In some experiments, arterioles were visualized to determine the effect of the various experimental interventions on arteriolar diameter and to establish the possible role of arteriolar vasoconstriction on venular shear rate changes. Second- or third-order arterioles (15- to 30-µm diameter) and nonadjacent veins (20- to 40-µm diameter) were observed alternately every 3 min. Observation started 10 min before an experimental intervention and continued for 20 min after the intervention. Arteriolar diameter was measured using the analySIS Software Image System. A section of arteriole of 50 µm in length was selected. This section was within the marking dots used to align the optical Doppler velocimeter. The distance between opposing endothelial layers was measured at five evenly spaced points (10 µm distant of one another) within the selected area of the arteriole. The average of the five values was used as the arteriolar diameter. Care was taken to select the same points in all measurements in a given muscle.

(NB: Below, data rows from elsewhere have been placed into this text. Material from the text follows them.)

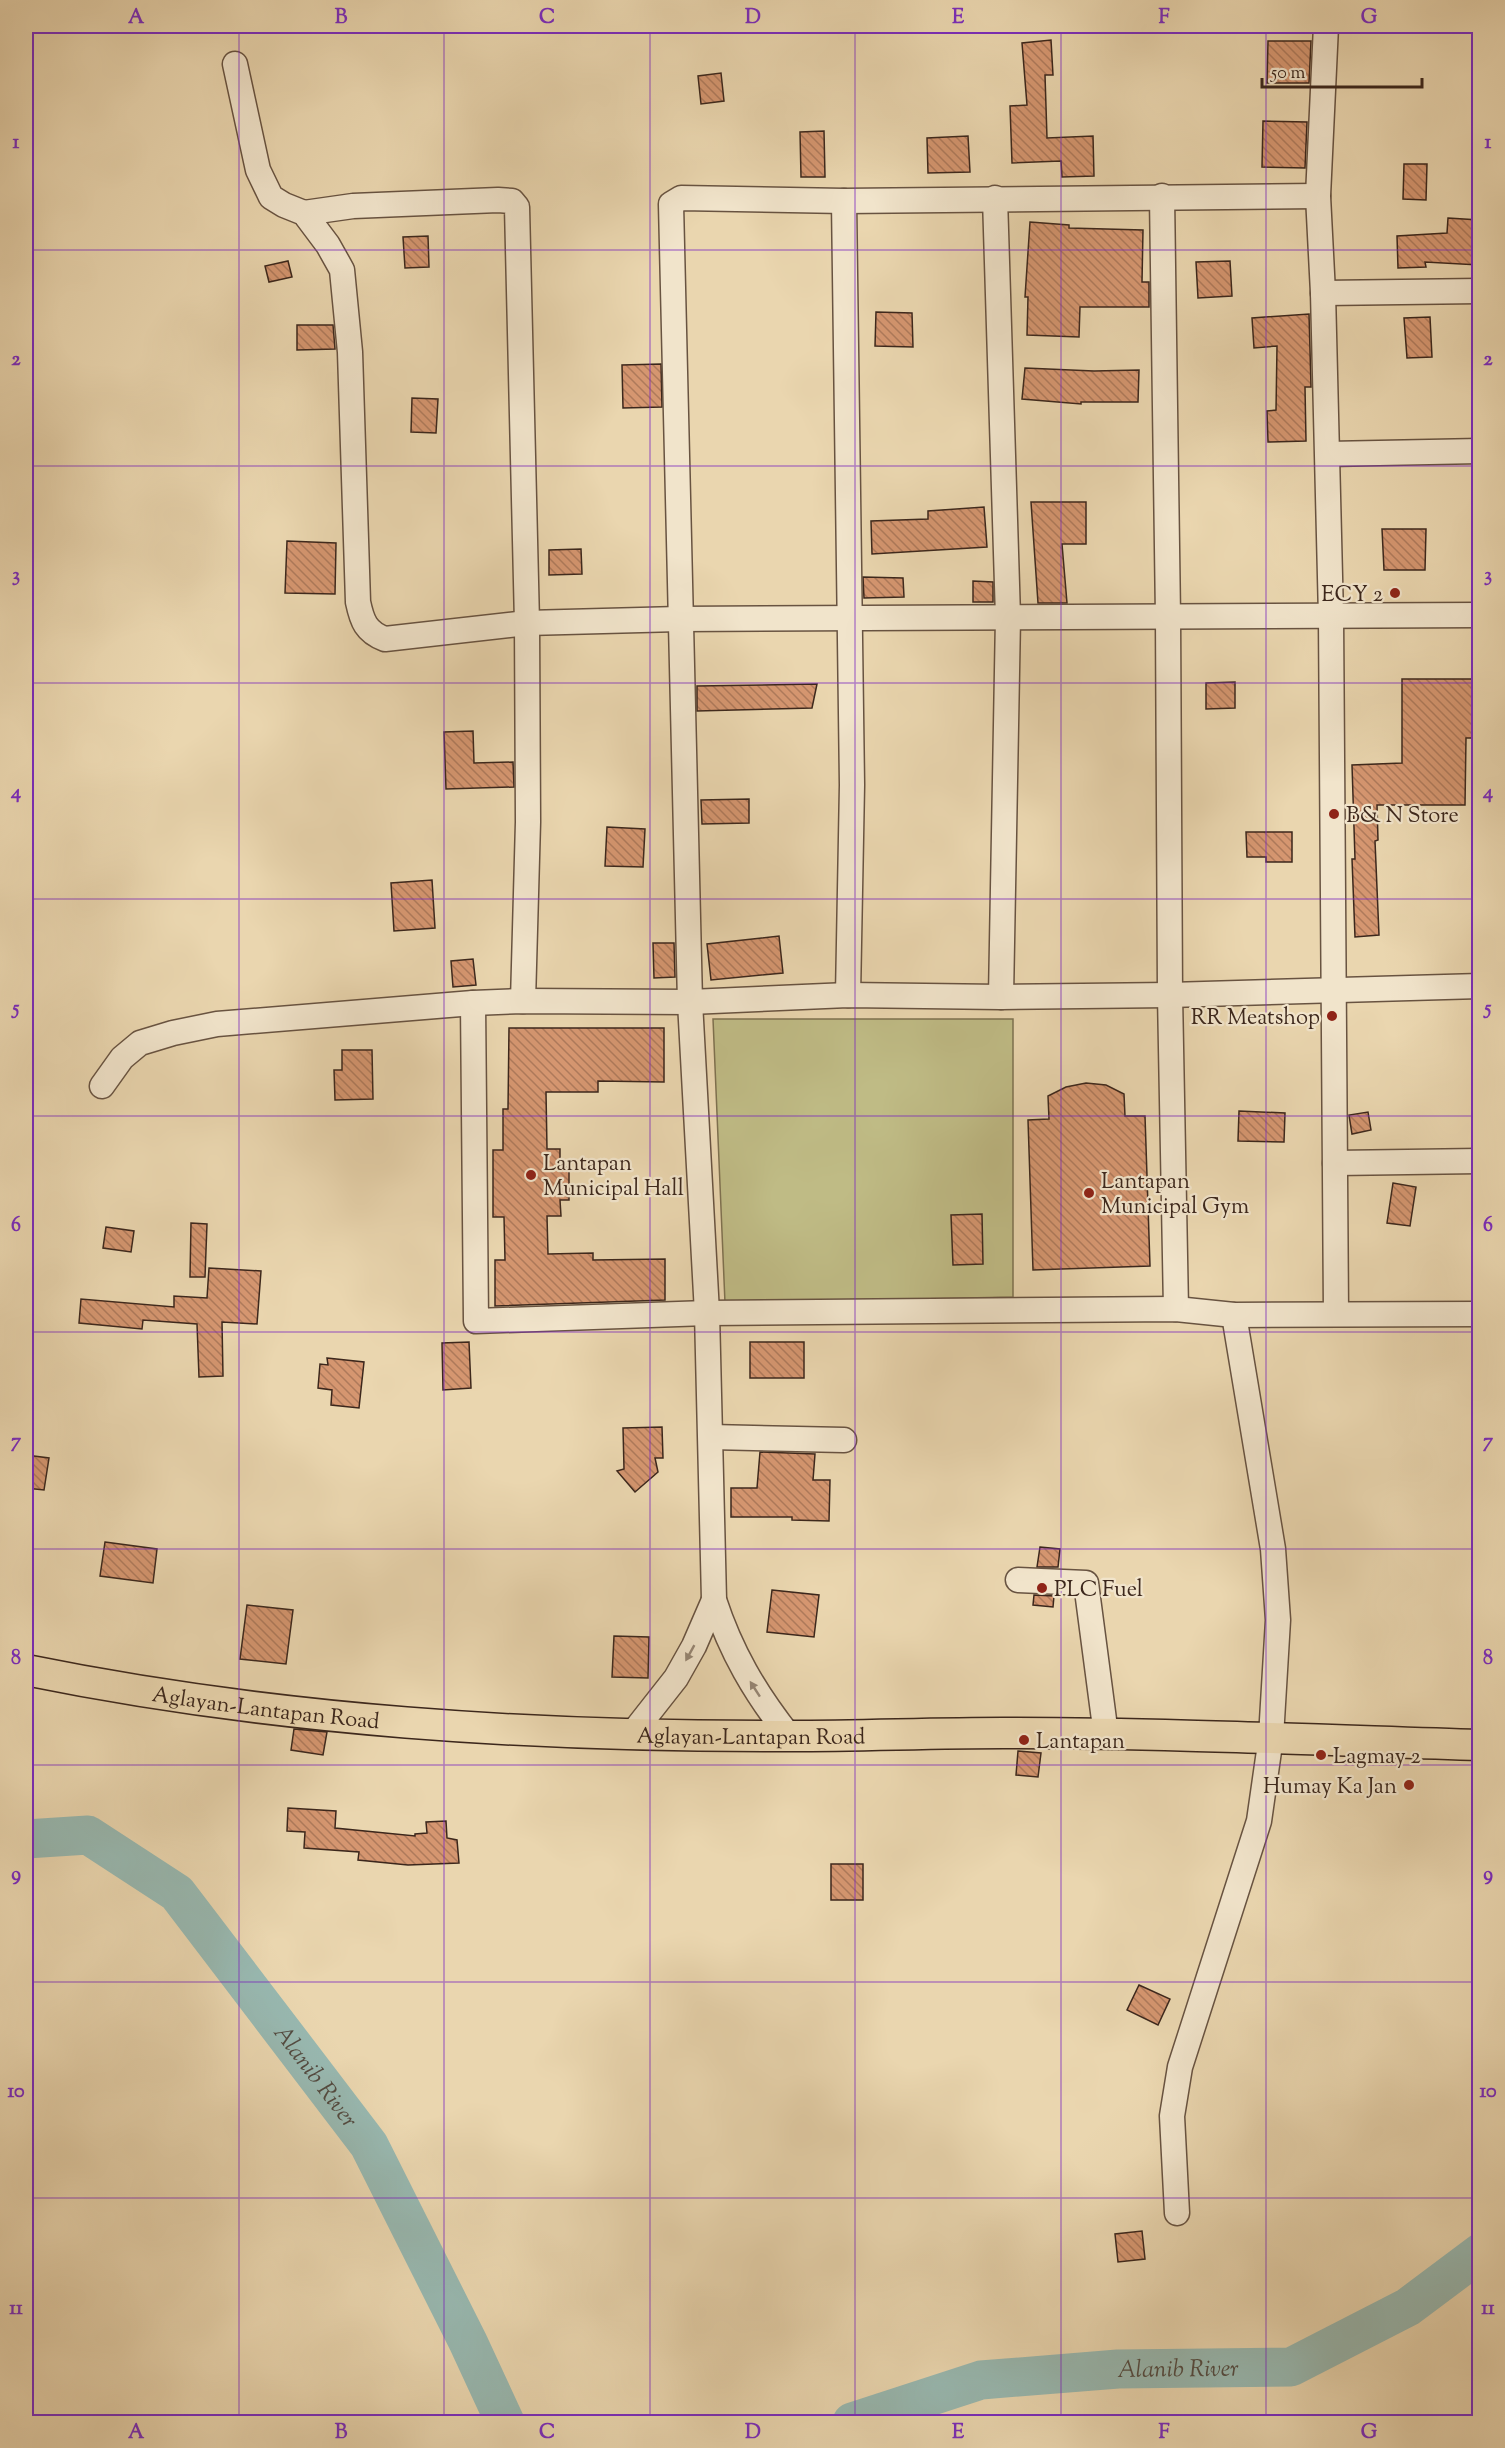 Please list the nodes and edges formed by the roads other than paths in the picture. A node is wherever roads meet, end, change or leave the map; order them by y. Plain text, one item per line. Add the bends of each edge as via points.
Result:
1 (1326, 26) edge
2 (235, 64) dead end
3 (1162, 196) junction
4 (1318, 196) junction
5 (995, 198) junction
6 (844, 201) junction
7 (304, 213) junction
8 (1479, 291) edge
9 (1323, 293) junction
10 (1479, 451) edge
11 (1328, 454) junction
12 (1479, 615) edge
13 (1008, 617) junction
14 (1168, 617) junction
15 (1331, 617) junction
16 (679, 619) junction
17 (849, 620) junction
18 (527, 623) junction
19 (1479, 986) edge
20 (1335, 992) junction
21 (848, 995) junction
22 (1170, 995) junction
23 (1001, 997) junction
24 (523, 1001) junction
25 (690, 1002) junction
26 (473, 1003) junction
27 (102, 1086) dead end
28 (1479, 1161) edge
29 (1335, 1163) junction
30 (1176, 1309) junction
31 (706, 1313) junction
32 (1336, 1314) junction
33 (1479, 1314) edge
34 (1234, 1315) junction
35 (711, 1437) junction
36 (844, 1440) dead end
37 (1018, 1580) dead end
38 (714, 1600) junction
39 (26, 1670) edge
40 (632, 1734) junction
41 (1106, 1735) junction
42 (789, 1736) junction
43 (1271, 1737) junction
44 (1479, 1745) edge
45 (1177, 2212) dead end

1 - 4 street
2 - 7 street via 258,170 271,196
3 - 4 street
3 - 5 street
3 - 14 street
4 - 9 street
5 - 6 street
5 - 13 street
6 - 16 street via 681,198 671,204
6 - 17 street
7 - 18 street via 327,244 344,279 361,619 368,630 385,639
7 - 18 street via 352,206 498,200 512,201 517,207
8 - 9 street
9 - 11 street
10 - 11 street
11 - 15 street
12 - 15 street
13 - 14 street
13 - 17 street
13 - 23 street
14 - 15 street
14 - 22 street
15 - 20 street
16 - 17 street
16 - 18 street
16 - 25 street
17 - 21 street via 852,785
18 - 24 street via 528,822
19 - 20 street
20 - 22 street
20 - 29 street
21 - 23 street
21 - 25 street
22 - 23 street
22 - 30 street
24 - 25 street
24 - 26 street
25 - 31 street
26 - 27 street via 217,1024 173,1033 140,1043 122,1058
26 - 31 street via 476,1321
28 - 29 street
29 - 32 street
30 - 31 street
30 - 34 street
31 - 35 street
32 - 33 street
32 - 34 street
34 - 43 street via 1274,1549 1278,1620
35 - 36 street
35 - 38 street
37 - 41 street via 1086,1583
38 -> 40 street via 676,1678
42 -> 38 street via 748,1678
39 - 40 main road, Aglayan-Lantapan Road via 243,1706 400,1723
40 - 42 main road, Aglayan-Lantapan Road
41 - 42 main road, Aglayan-Lantapan Road
41 - 43 main road, Aglayan-Lantapan Road
43 - 44 main road, Aglayan-Lantapan Road
43 - 45 street via 1259,1821 1180,2067 1172,2116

Histological Visualization of Mast Cells

In three experiments of each of the groups described below, the cremaster was excised and fixed in Zamboni's solution for 24–48 h. The muscle was transferred to a 30% sucrose solution, and five circular muscle samples of 3-mm diameter were obtained. Fifteen slices of 20-µm thickness were obtained from each sample. The tissue slices were mounted on glass slides and stained with 1% toluidine blue solution. Mast cells were counted in five slides from each of the samples. An average of 177 ± 15 (mean ± SE) mast cells was counted in each muscle.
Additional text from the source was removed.